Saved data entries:
------------------------

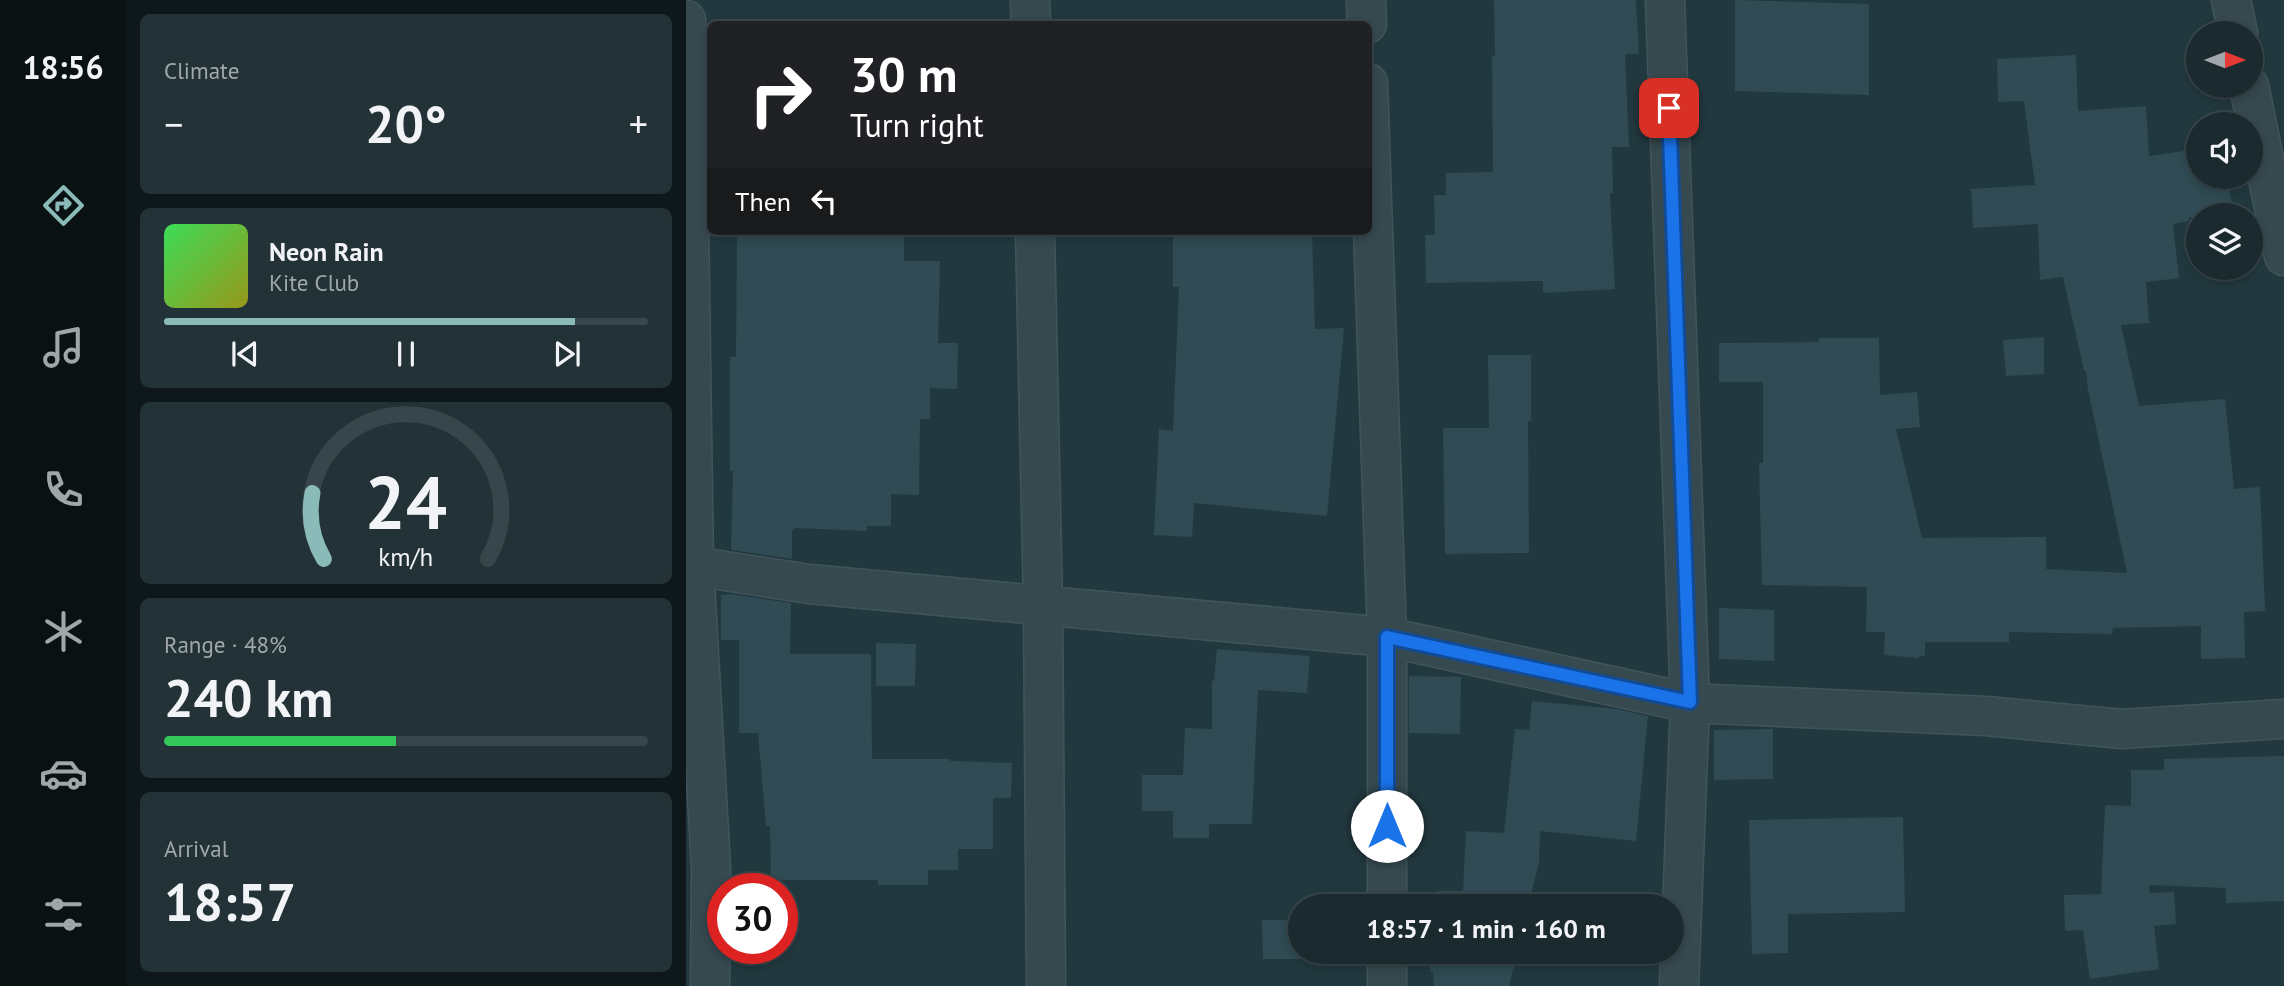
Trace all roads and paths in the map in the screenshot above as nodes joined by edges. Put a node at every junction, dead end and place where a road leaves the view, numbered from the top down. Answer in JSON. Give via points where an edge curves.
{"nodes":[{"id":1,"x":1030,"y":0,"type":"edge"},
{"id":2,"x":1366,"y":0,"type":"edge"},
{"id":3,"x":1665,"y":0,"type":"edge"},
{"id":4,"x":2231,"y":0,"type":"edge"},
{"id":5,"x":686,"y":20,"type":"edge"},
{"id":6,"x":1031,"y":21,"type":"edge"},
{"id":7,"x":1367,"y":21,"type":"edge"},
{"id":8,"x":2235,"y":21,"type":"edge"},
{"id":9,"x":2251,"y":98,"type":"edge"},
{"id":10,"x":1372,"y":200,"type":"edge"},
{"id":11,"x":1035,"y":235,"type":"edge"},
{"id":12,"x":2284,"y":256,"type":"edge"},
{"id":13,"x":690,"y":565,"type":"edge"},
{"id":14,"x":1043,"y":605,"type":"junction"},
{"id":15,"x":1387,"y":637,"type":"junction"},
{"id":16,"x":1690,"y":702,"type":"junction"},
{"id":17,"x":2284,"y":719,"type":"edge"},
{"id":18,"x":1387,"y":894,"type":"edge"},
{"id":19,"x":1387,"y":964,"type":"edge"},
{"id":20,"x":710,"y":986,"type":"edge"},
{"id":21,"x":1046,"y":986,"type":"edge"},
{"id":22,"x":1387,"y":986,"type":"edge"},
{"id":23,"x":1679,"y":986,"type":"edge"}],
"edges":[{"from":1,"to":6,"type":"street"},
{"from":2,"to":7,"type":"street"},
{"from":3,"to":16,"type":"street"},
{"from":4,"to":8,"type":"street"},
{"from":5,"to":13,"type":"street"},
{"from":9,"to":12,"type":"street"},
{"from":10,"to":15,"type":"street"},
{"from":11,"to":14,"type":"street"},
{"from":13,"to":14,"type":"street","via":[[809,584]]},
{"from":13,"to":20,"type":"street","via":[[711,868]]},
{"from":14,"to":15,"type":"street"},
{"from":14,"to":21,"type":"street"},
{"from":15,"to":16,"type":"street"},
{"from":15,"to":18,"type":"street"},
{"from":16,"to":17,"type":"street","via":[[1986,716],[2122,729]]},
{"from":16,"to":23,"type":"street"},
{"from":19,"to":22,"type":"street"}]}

------------------------

## What is required
Every line above must appear in the answer unchanged, and no picture may appear in it.

## The completed task
Trace all roads and paths in the map in the screenshot above as nodes joined by edges. Put a node at every junction, dead end and place where a road leaves the view, numbered from the top down. Answer in JSON. Give via points where an edge curves.
{"nodes":[{"id":1,"x":1030,"y":0,"type":"edge"},
{"id":2,"x":1366,"y":0,"type":"edge"},
{"id":3,"x":1665,"y":0,"type":"edge"},
{"id":4,"x":2231,"y":0,"type":"edge"},
{"id":5,"x":686,"y":20,"type":"edge"},
{"id":6,"x":1031,"y":21,"type":"edge"},
{"id":7,"x":1367,"y":21,"type":"edge"},
{"id":8,"x":2235,"y":21,"type":"edge"},
{"id":9,"x":2251,"y":98,"type":"edge"},
{"id":10,"x":1372,"y":200,"type":"edge"},
{"id":11,"x":1035,"y":235,"type":"edge"},
{"id":12,"x":2284,"y":256,"type":"edge"},
{"id":13,"x":690,"y":565,"type":"edge"},
{"id":14,"x":1043,"y":605,"type":"junction"},
{"id":15,"x":1387,"y":637,"type":"junction"},
{"id":16,"x":1690,"y":702,"type":"junction"},
{"id":17,"x":2284,"y":719,"type":"edge"},
{"id":18,"x":1387,"y":894,"type":"edge"},
{"id":19,"x":1387,"y":964,"type":"edge"},
{"id":20,"x":710,"y":986,"type":"edge"},
{"id":21,"x":1046,"y":986,"type":"edge"},
{"id":22,"x":1387,"y":986,"type":"edge"},
{"id":23,"x":1679,"y":986,"type":"edge"}],
"edges":[{"from":1,"to":6,"type":"street"},
{"from":2,"to":7,"type":"street"},
{"from":3,"to":16,"type":"street"},
{"from":4,"to":8,"type":"street"},
{"from":5,"to":13,"type":"street"},
{"from":9,"to":12,"type":"street"},
{"from":10,"to":15,"type":"street"},
{"from":11,"to":14,"type":"street"},
{"from":13,"to":14,"type":"street","via":[[809,584]]},
{"from":13,"to":20,"type":"street","via":[[711,868]]},
{"from":14,"to":15,"type":"street"},
{"from":14,"to":21,"type":"street"},
{"from":15,"to":16,"type":"street"},
{"from":15,"to":18,"type":"street"},
{"from":16,"to":17,"type":"street","via":[[1986,716],[2122,729]]},
{"from":16,"to":23,"type":"street"},
{"from":19,"to":22,"type":"street"}]}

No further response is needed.